If food is being thrown out by a store because it is past its sell-by date, but is still fit to eat, why shouldn’t people make use of it? In a throwaway society which disposes of a bewildering amount of waste, I think skipping is perfectly acceptable.

But then I would say that – because, reader, I too have ‘skipped’.

It was when I was a student, living largely on packet soya mince and baked beans. Word got out that a local supermarket was chucking out perfectly good food in a skip, so students started raiding it after dark. I went along a couple of times, I don’t recall what I foraged, but I do remember drawing the line at prawns, which is what someone surfaced with.

We came away with enough food for days. Our kitchen cupboards were filled with bread rolls and cakes; it wasn’t even stale and it would’ve gone to waste otherwise.

Eventually the supermarket wised up to the fact that students were diving headfirst into its skip, and a huge padlock appeared on it. We missed that skip, and those free bread rolls.

Where ‘skipping’ or the ‘freegan’ movement is concerned, the real crime is the disgraceful amount of food we throw away as a nation. While an estimated one billion people on the planet are going hungry, we waste tonnes of perfectly edible food.

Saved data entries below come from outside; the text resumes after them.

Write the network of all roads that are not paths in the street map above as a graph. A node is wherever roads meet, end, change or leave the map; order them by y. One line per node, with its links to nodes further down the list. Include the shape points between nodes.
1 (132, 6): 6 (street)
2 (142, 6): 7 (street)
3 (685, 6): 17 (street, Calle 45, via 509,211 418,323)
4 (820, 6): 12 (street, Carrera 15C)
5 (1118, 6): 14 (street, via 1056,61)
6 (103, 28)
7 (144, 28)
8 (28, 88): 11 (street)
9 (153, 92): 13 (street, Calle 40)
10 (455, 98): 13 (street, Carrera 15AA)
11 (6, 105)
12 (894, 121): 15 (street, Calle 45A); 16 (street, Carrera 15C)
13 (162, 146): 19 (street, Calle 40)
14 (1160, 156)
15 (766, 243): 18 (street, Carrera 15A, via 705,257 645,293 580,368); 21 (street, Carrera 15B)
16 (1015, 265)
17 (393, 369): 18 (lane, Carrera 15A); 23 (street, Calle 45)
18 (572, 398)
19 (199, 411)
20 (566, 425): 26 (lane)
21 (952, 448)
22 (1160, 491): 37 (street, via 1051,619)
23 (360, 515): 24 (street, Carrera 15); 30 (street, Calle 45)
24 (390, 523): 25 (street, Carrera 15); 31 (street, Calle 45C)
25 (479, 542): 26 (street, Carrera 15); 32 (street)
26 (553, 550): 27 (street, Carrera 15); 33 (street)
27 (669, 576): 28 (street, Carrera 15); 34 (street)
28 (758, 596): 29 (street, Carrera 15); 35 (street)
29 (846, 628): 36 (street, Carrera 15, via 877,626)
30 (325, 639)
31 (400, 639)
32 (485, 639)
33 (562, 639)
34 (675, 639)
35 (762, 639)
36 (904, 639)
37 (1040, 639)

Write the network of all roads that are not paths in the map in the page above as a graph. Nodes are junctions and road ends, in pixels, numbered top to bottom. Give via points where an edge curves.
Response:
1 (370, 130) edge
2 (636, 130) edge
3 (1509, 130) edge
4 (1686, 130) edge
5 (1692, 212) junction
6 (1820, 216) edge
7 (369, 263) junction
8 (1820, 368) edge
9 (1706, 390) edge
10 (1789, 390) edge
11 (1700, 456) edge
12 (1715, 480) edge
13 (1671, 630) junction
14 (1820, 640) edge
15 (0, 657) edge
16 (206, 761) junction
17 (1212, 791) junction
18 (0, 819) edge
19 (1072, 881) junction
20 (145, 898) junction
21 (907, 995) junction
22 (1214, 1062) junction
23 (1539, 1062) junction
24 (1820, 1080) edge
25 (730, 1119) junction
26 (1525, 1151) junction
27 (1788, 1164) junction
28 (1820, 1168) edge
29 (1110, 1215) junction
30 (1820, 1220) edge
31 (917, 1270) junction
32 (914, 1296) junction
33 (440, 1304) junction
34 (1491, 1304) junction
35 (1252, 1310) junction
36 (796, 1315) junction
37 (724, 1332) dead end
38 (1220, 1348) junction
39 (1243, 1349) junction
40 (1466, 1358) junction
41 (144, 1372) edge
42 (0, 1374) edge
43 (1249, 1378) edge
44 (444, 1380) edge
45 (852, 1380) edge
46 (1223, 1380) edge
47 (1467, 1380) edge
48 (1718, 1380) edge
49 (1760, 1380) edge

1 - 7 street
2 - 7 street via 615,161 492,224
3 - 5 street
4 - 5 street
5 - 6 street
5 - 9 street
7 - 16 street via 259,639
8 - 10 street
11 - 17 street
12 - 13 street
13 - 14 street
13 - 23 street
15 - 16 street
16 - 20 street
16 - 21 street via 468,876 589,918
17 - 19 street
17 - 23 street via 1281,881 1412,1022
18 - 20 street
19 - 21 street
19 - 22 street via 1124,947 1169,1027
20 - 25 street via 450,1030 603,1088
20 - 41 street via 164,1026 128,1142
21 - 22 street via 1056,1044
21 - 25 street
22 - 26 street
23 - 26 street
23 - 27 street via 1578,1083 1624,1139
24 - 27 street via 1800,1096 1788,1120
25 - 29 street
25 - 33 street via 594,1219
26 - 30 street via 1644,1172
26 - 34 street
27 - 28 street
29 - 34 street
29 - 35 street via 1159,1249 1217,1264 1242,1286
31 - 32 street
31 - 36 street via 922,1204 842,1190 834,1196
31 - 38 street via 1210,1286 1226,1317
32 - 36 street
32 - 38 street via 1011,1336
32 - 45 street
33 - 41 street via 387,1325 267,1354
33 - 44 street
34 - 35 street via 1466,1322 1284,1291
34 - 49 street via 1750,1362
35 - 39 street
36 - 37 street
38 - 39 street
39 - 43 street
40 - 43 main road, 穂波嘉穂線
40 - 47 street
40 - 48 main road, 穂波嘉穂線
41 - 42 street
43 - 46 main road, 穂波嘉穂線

I used to do some waitressing for a catering company and was horrified at the amount of food scraped into bins at the end of the night.

For ‘freegans’, raiding skips is about highlighting waste. But with many families struggling to make ends meet, and homelessness rising, lack of food is a very real issue for a lot of people.

Food banks are stretched to breaking point – surely shops and restaurants could throw unwanted food their way; distributing it in an ethical way rather than simply chucking it out.